Прошло лето, потом осень, а затем и зима. Она вернулась к учебе, устроилась на другую подработку, познакомилась с новыми людьми. Но иногда, в редкие вечера, когда в городе шел дождь, и фонари отражались в лужах, она вспоминала тот взгляд на смотровой площадке.
И обещала себе, что, если когда-нибудь случайно его встретит, просто пройдет мимо.
* * *
Утро в маленьком городе всегда начинается одинаково: скрипит за калиткой соседский велосипед, по улице идет почтальонша с сумкой через плечо, а где-то за домами уже слышно, как кто-то пилит дрова.
Надежда проснулась рано, но долго лежала, опять уставившись в потолок. На кухне уже хлопотала Людмила Петровна — слышно было, как стучат чашки, как хлопает дверца холодильника.

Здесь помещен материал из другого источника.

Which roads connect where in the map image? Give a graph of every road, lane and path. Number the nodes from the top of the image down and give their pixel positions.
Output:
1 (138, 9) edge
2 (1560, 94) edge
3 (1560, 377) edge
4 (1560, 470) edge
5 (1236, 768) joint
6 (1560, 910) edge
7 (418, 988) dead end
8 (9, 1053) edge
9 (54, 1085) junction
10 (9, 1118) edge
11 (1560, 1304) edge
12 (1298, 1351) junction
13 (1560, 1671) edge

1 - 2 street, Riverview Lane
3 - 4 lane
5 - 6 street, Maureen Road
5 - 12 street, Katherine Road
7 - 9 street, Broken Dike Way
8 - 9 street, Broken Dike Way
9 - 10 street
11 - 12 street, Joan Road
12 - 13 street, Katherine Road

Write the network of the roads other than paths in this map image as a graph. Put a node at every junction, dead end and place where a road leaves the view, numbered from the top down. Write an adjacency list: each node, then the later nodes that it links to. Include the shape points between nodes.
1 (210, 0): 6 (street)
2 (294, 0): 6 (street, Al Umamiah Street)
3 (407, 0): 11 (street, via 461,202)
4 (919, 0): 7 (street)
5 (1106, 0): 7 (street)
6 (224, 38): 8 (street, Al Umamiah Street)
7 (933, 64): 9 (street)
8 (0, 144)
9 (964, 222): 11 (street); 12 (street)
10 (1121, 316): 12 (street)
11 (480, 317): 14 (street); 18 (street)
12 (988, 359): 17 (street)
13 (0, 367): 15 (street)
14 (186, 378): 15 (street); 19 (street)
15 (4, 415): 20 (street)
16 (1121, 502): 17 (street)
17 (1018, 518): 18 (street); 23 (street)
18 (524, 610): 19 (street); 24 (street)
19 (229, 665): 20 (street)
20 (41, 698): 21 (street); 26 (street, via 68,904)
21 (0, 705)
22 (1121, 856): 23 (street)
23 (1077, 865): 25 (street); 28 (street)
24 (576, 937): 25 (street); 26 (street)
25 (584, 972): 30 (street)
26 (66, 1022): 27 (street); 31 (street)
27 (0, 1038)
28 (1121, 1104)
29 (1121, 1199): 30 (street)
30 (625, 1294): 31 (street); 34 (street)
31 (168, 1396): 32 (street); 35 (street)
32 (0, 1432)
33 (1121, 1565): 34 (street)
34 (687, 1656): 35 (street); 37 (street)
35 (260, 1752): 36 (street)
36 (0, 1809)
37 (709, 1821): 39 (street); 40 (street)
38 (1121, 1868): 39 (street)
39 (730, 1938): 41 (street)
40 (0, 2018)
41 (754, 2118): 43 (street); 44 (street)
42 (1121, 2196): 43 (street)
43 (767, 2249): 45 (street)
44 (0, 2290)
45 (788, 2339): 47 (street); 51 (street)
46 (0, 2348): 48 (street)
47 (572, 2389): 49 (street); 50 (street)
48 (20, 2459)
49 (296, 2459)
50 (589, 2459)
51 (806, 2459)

— Вставай, Надь! — позвала весело. — Сегодня у нас праздник!
Надежда накинула халат, пошла на кухню. Чайник уже шумел, а на столе стоял поднос с бутербродами, салатом и пирожками.
— Люд, а как мы пойдем? — спросила Надежда, пытаясь, чтобы голос звучал как обычно.
— А как же! Я с тобой, ты со мной, прямо к Дому культуры, там роспись, потом банкет. Ты же не думай, что отделаемся одной росписью! — засмеялась Людмила Петровна.
Надежда знала, что никакие отговорки тут не пройдут.
Дом культуры был почти таким же, как двадцать лет назад: беленая штукатурка, облупившиеся колонны, красный коврик у входа. Перед зданием толпились шумные гости — кто с цветами, кто с пакетами, кто с камерами в руках. Женщины в ярких платьях, мужчины в костюмах, запах духов и лосьона смешивался с ароматом свежей выпечки, которую кто-то принес для праздничного стола.
Надя старалась держаться в стороне.
И вдруг раздался шум — жених с невестой вышли из черной иномарки. Он шел уверенно, держа ее за руку. И именно в тот момент, когда кто-то выкрикнул «Горько!», Надежда и Вадим встретились глазами.
Внутри все сжалось.
Вадим выглядел старше, чем она его помнила, но в этом взрослом лице все равно был тот мальчишка с дерзкой улыбкой. Он остановился, словно забыв, что вокруг люди, и смотрел на нее — чуть прищурясь, будто проверял, точно ли она.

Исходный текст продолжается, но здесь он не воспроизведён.